Youth in Peace Education
Visit here. Patrice Brodeur, a former staff member, current consultant, and long-time friend of Religions for Peace, has been spent much of the past year as a Rockefeller visiting fellow at the Joan B. Kroc Institute for International Peace Studies at Notre Dame. Among other duties, the Canadian native helped to organize a curriculum aimed at teaching young people how to communicate and build peace with persons of other faith traditions. With a diverse team and support from the United States Institute of Peace (www.usip.org), Patrice and colleague created a new web portal that will: 1) collect existing curricula about religious "others," 2) make available an e-learning global certificate program, 3) map the history of the modern interreligious movement, and 4) develop a network that will both share and use the information on the site. It is called Youth in Peace Education.

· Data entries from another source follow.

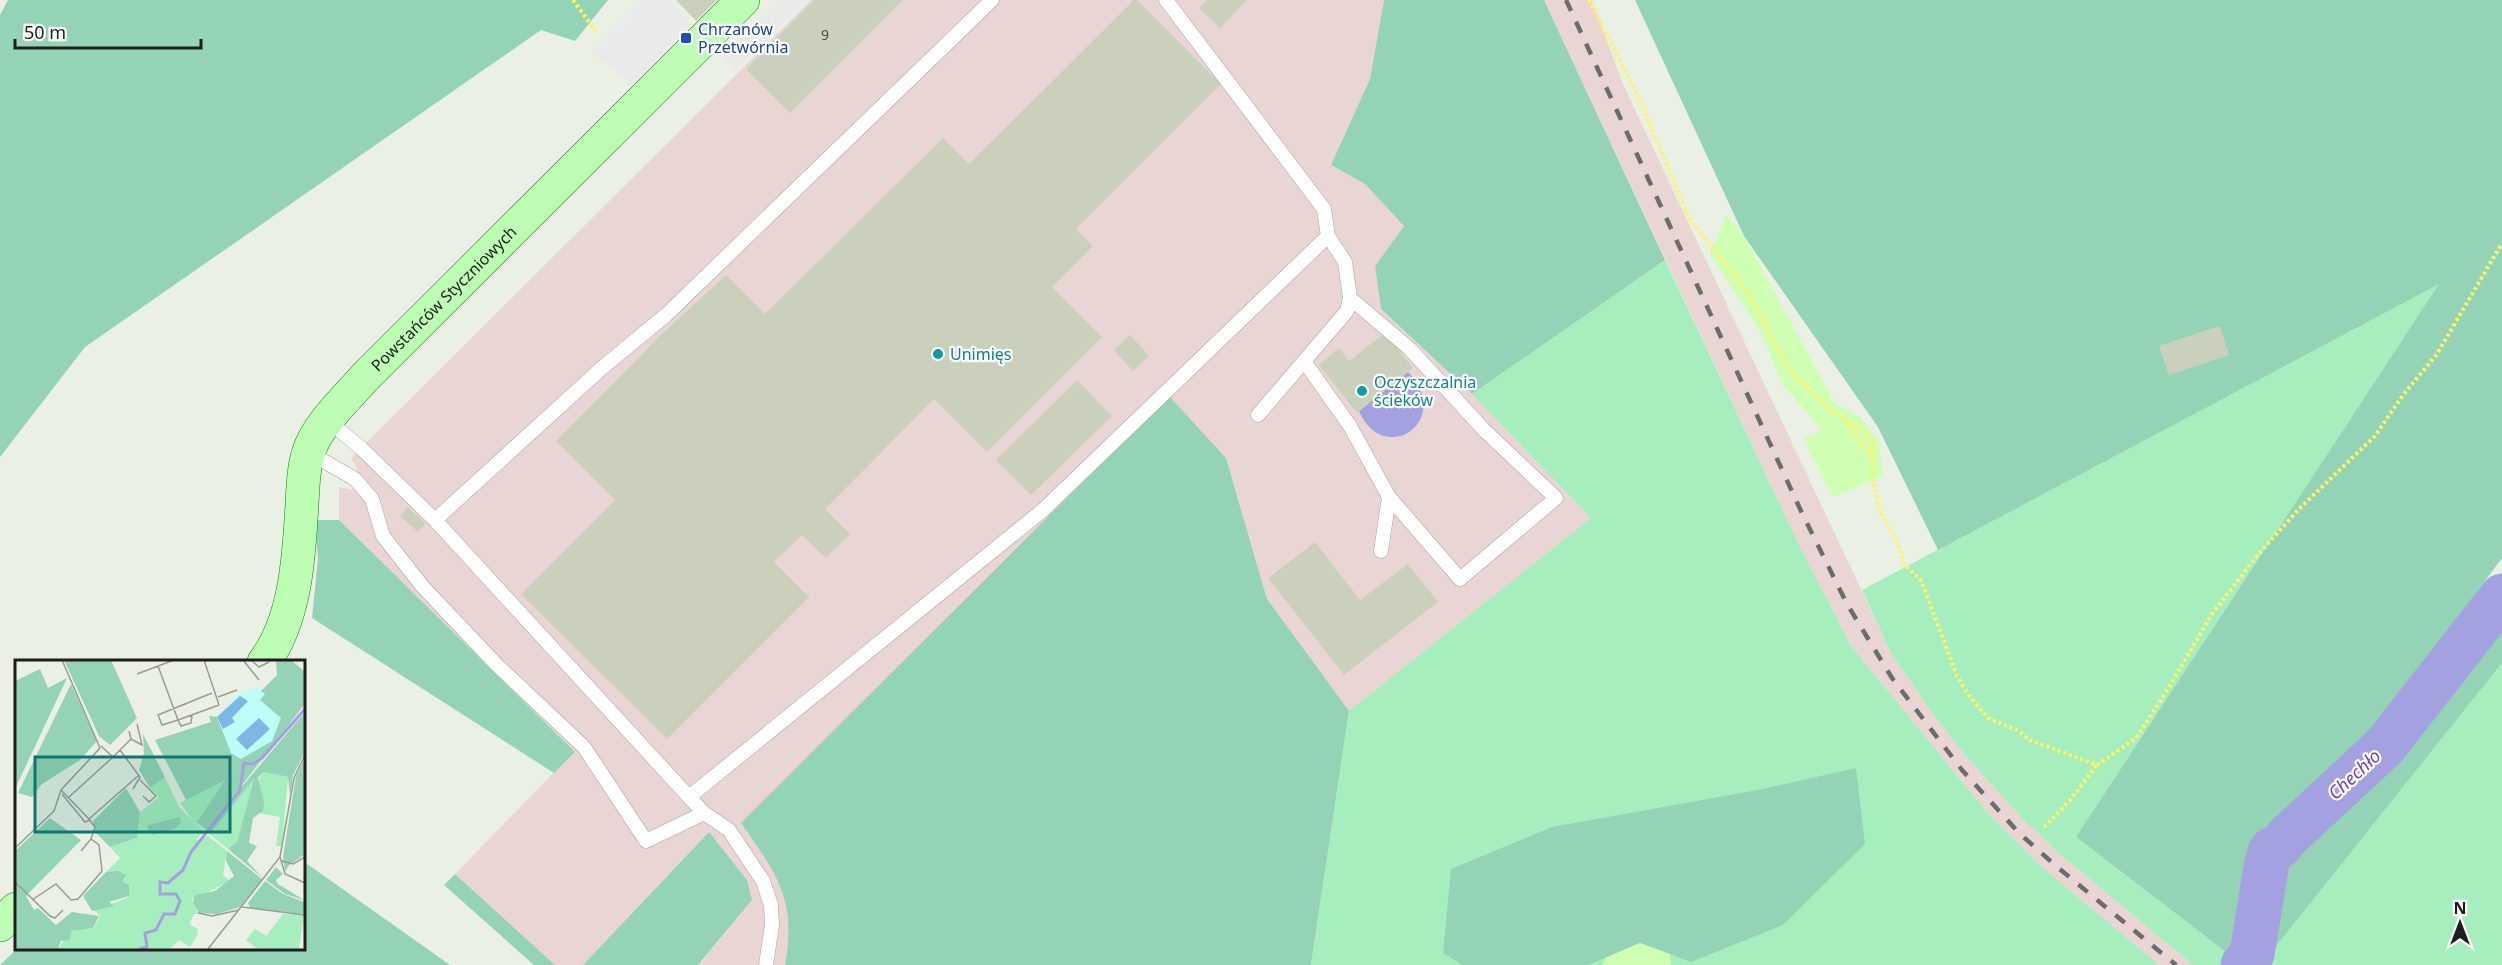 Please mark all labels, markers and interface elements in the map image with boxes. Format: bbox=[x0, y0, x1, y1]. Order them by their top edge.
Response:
scale bar bbox=[15, 12, 201, 50]
place label: Chrzanów Przetwórnia bbox=[698, 18, 788, 58]
text: 50 m bbox=[24, 20, 66, 44]
house number: 9 bbox=[821, 25, 829, 44]
marker: Chrzanów Przetwórnia bbox=[679, 31, 693, 45]
street label: Powstańców Styczniowych bbox=[366, 221, 521, 376]
place label: Unimięs bbox=[950, 343, 1012, 365]
marker: Unimięs bbox=[931, 347, 945, 361]
place label: Oczyszczalnia ścieków bbox=[1374, 371, 1476, 411]
marker: Oczyszczalnia ścieków bbox=[1355, 384, 1369, 398]
inset map bbox=[15, 660, 304, 950]
water label: Chechło bbox=[2323, 744, 2385, 804]
north arrow bbox=[2430, 893, 2490, 953]
text: N bbox=[2453, 897, 2467, 919] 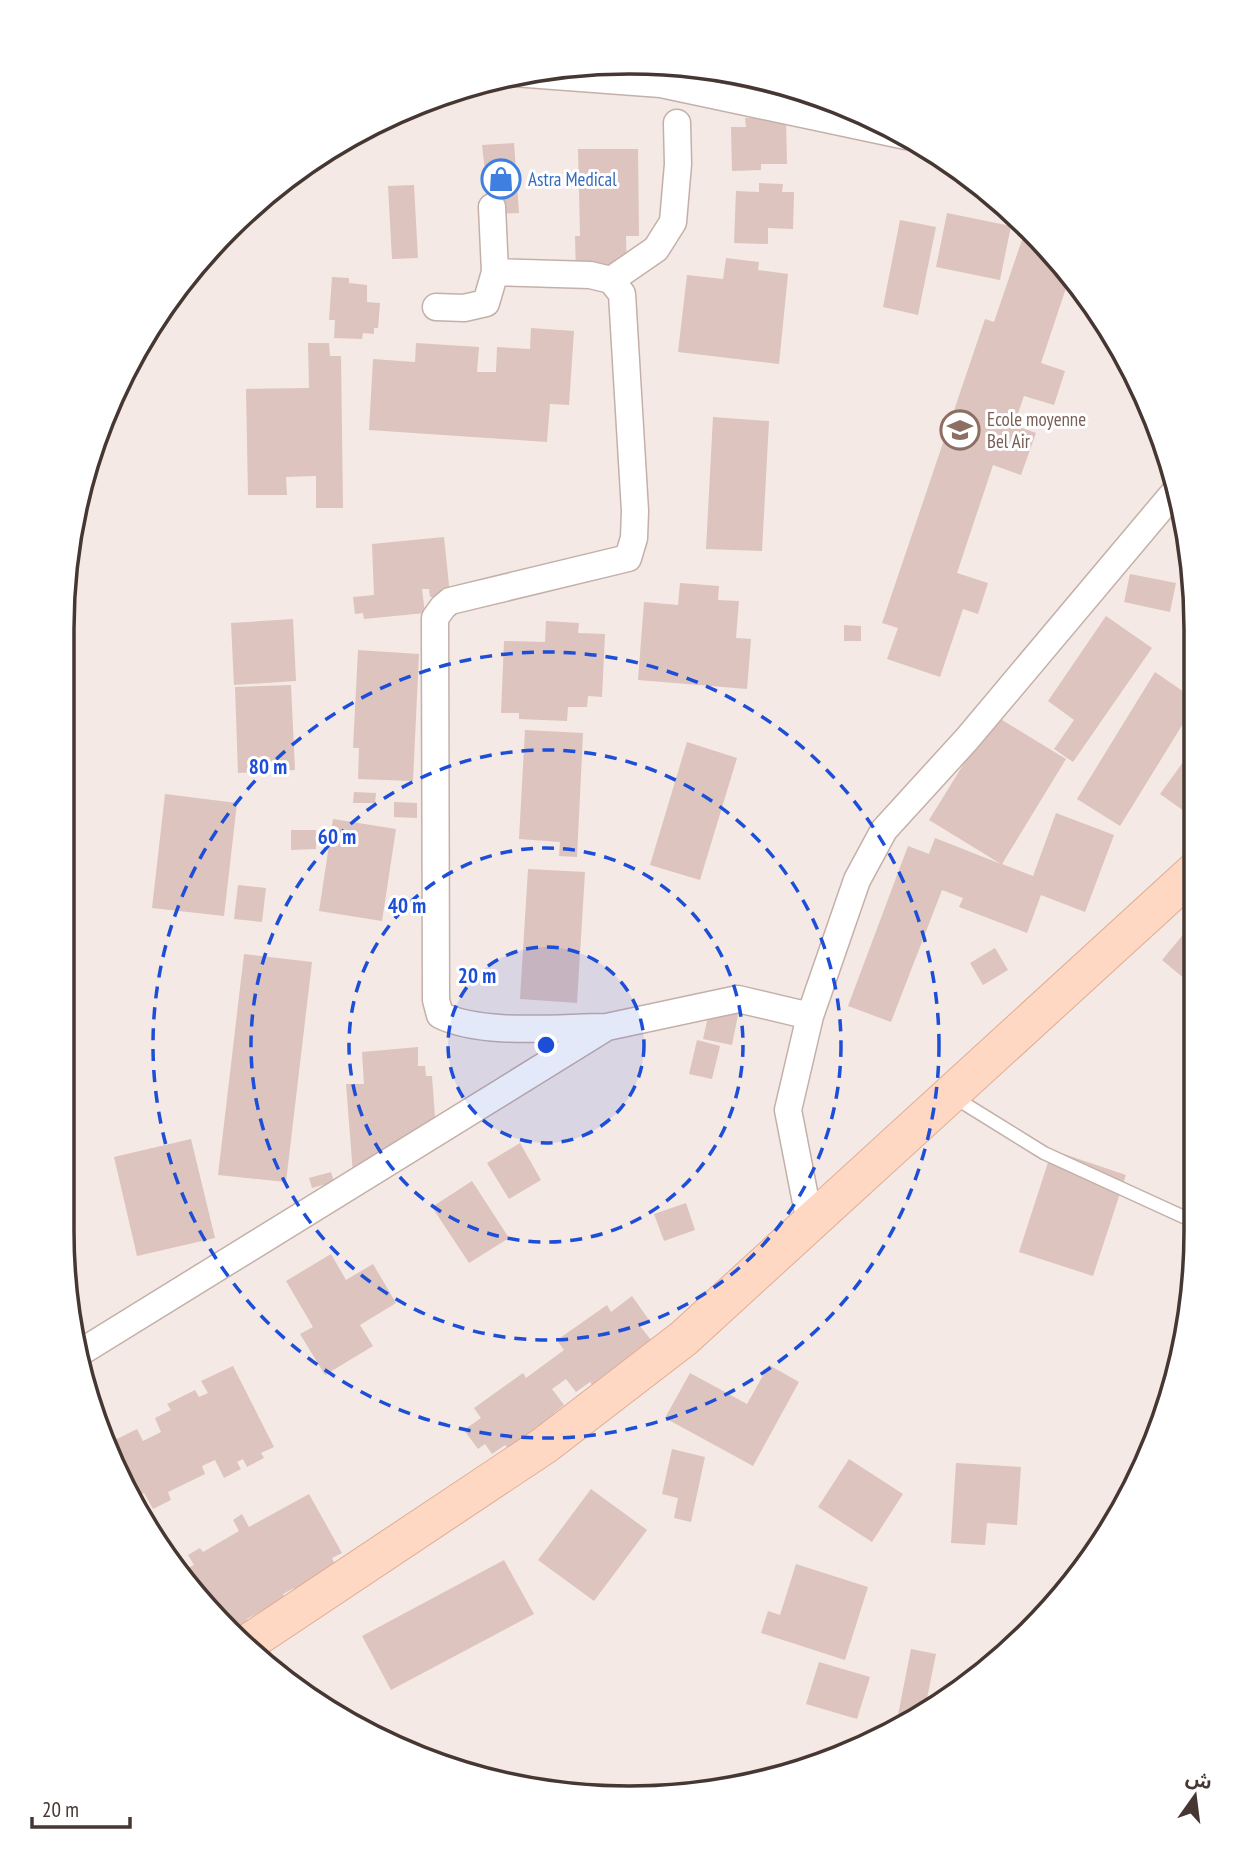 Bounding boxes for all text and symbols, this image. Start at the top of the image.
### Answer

When It's All Over But The Shooting...
Visit here. Dirk Ficca, Executive Director for the Council for the Parliament of the World Religions, offered a "dark," but "provocative" keynote speech at the joint meeting of the North American Interfaith Network and the United Religions Initiative's North American region recently. In it he explores the struggle to create a more just, more peaceful, and more sustainable world, and he poses four questions:

  1. How can we be in service to a movement for a better world in ways that are always larger than our own organizational or institutional concerns?
  2. How can we tap into the convictions and ethos of religious and spiritual communities?
  3. How can we speak to moral and spiritual yearnings of people?
  4. How can we use hope as a vehicle for inspiration and change?

Eco-Building?
Okay, we normally recommend books, CDs, projects, or speeches to you. But why not a building? Our Quaker friends in D.C. decided that their building could speak volumes about who they are and what they stand for - namely, a better environment. They designed their new Friends Committee on National Legisislation (FCNL) headquarters with just that in mind. It re-opened in late September.

Welcoming visitors, they say, "We've added features like a green roof, an outdoor garden, geothermal heating and yet managed to keep some of the historic, Civil War-era walls and other features." See the web tour if you want to learn more. Please visit here.

Food For Thought

October 10, 2005 marks Columbus Day and November is National Native American and Alaskan Native Heritage Month

How can you buy or sell the sky, the warmth of the land? The idea is strange to us. If we do not own the freshness of the air and the sparkle of the water, how can you buy them? Every part of the earth is sacred to my people.

Seattle (c. 1784-1866), Native American chief of the Dwamish, Suquamish, and allied Indian tribes. Letter, 1854, to President Franklin Pierce in Brother Eagle, Sister Sky: A Message from Chief Seattle (1990).